In July of last year, Reuters approached the national debt issue from another polling perspective. When they asked Americans to say whether the national debt was “out of control” or “manageable,” 52 percent answered “out of control,” while only 43 percent thought it was manageable. Those numbers, however, do not tell the whole story. Forty-three percent of respondents thought the national debt was manageable, provided that American suffered sacrifices down the road, while 53 percent agreed with the statement that the national debt was “dangerously out of control and threatens our economic future.” A sober reading of that poll data suggests that almost no Americans question that our national debt is a very serious problem — and more than half of them believe it is dangerously out of control.
CNN conducted a poll one year ago that included questions on the national debt, but the wording of the questions appears to minimize the impact of the responses. When participants were asked how they viewed the economic importance of the federal deficit, 47 percent replied “extremely important,” 37 percent said “very important,” 13 percent answered “moderately important” and 4% said “not important at all.” The poll data literally says that 84% of Americans — a huge majority — believe that the federal debt is very important, while only 4 percent think that it is not important at all.
A month previously, a Bloomberg poll in December 2009 covered several different issues, asking participants whether each was a “high threat,” a “medium threat,” or a “low threat” to our nation’s economic wellbeing. This list of possible responses produced a different answer to the question CNN asked one month later: A whopping 70 percent of Americans listed chronically high federal deficits as a “high threat,” while 23 percent said the deficits were a “medium threat,” and only 5 percent viewed them as a “low threat.”

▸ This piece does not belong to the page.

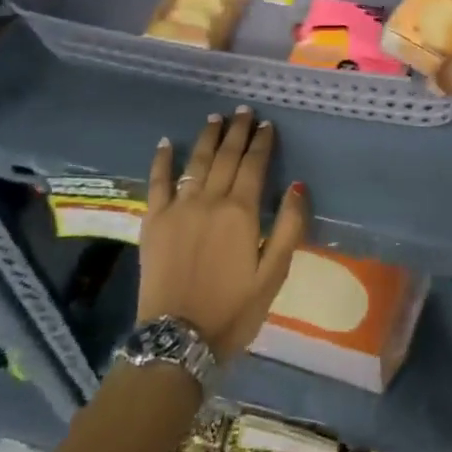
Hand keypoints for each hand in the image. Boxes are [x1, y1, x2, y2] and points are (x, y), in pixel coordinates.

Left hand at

The juxtaposition of alternatives in these polls reveals the deep concern Americans have about federal debt. In June and July of 2009, CBS News and the New York Times asked Americans which they preferred — spending money to stimulate the economy or reducing the deficit. In each of these three polls, Americans overwhelmingly favored reducing federal debt. About 60 percent percent of respondents, in the average of these three polls, wanted to reduce the deficit while about 35 percent wanted to spend money to stimulate the economy.
Thus, the polling data reported this week by Reuters seems consistent with other polls by other organizations over the last couple of years. Although the form of the questions and the available choices varied, the consistent message is that the American people are extremely concerned about the enormous national debt.
How Congress and the White House intend to address these concerns will be unfolding in the next few months.